Warren Buffett’s golden rule: Never waste your money on these 5 things
In today’s world, spending money wisely has become a rare quality as there are countless ways to splurge — from expensive cars and luxury houses to branded items and even the pressure to show off on social media. If you are someone who often spends money unnecessarily or mindlessly and wants to break this habit, it might be time to listen to Warren Buffett, one of the most successful investors of all time. Known for his simple yet powerful financial wisdom, Buffett has valuable lessons on saving and investing that can change the way you think about money.
Buffett’s life is an example of the fact that it is possible to live a simple life and make successful investments without any frills, even if you have billions in assets. One of his most popular Buffett quotes is – “Rule No.1: Never lose money. Rule No.2: Never forget Rule No.1.”
These rules are not just applicable to the stock market but also apply to every financial decision made in everyday life. Buffett, the 94-year-old billionaire and CEO of Berkshire Hathaway, believes that only one who knows where not to waste money can protect money.
Also read: Warren Buffett’s 7 golden rules for mutual fund investors
Let’s take a look at 5 common but useless things that Buffett advises people to never spend their money on.
1. Buying a new car
Whenever someone gets a new job or promotion, the first thing that comes to their mind is to buy a shiny new car. But Buffett considers this one of the biggest mistakes made by most people. He says that the value of a new car depreciates as soon as it comes out of the showroom, and this value keeps falling year after year, and goes down by up to 60% in just 5 years.

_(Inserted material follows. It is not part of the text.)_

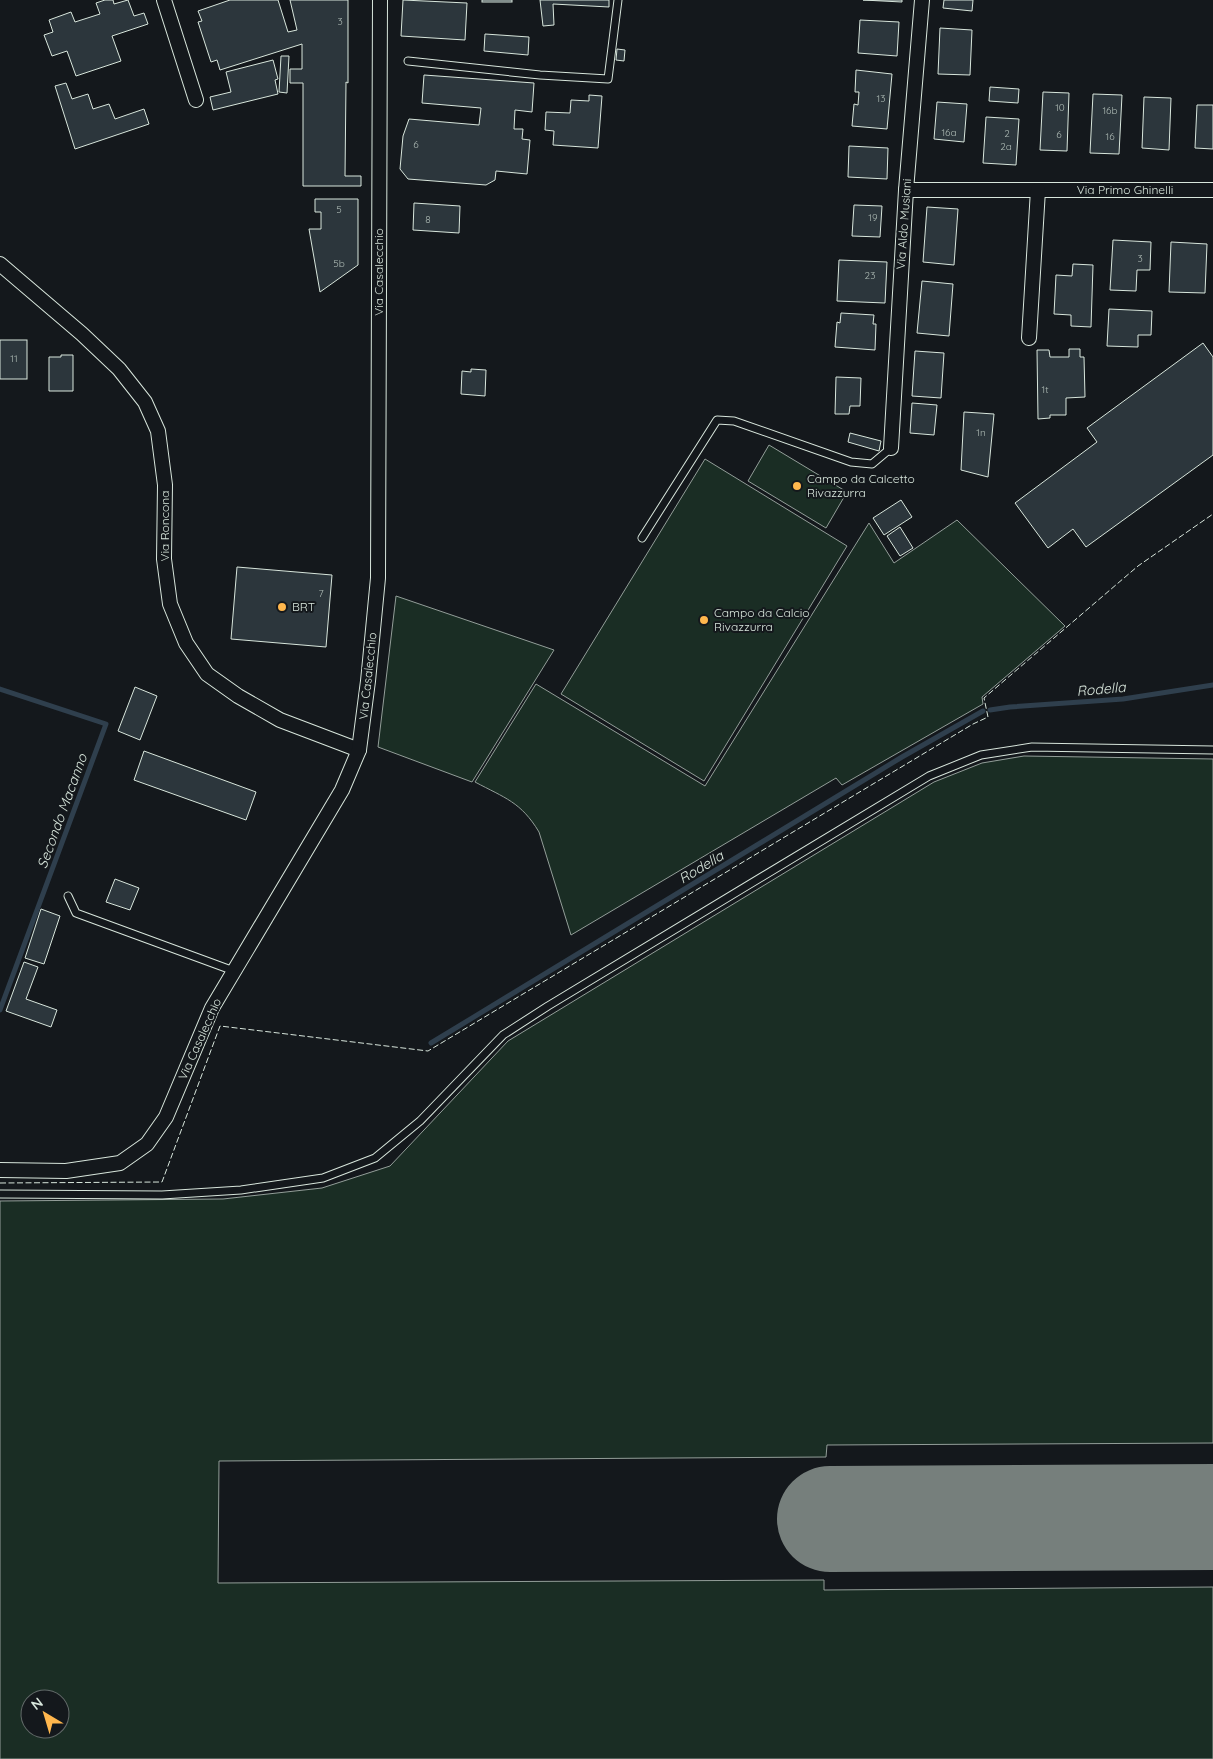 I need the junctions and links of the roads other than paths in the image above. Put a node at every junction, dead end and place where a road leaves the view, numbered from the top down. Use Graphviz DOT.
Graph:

Buffett himself, despite having assets worth billions of dollars, owns a 2014 Cadillac XTS, and that too he bought from General Motors at a huge discount. He believes: Why buy something that loses value the moment you drive it off the lot? The message here is that a car is just a means of transportation, not a measure of one’s success. A car that is serving its purpose but is becoming a burden on your balance sheet every day is not wise. Especially when the same money can be invested and give you better returns in the future.
2. Credit card interest
Buffett considers credit card debt to be a trap that once you get caught in it, it becomes very difficult to get out of it. The easier the facility of a credit card seems, the higher the interest is. In India, the annual interest rates on most credit cards are more than 30%, which means if you keep a balance of Rs 1 lakh, then in a year, you may have to pay more than Rs 30,000 in interest alone.
Buffett says, “If you’re smart, you’re going to make a lot of money without borrowing.”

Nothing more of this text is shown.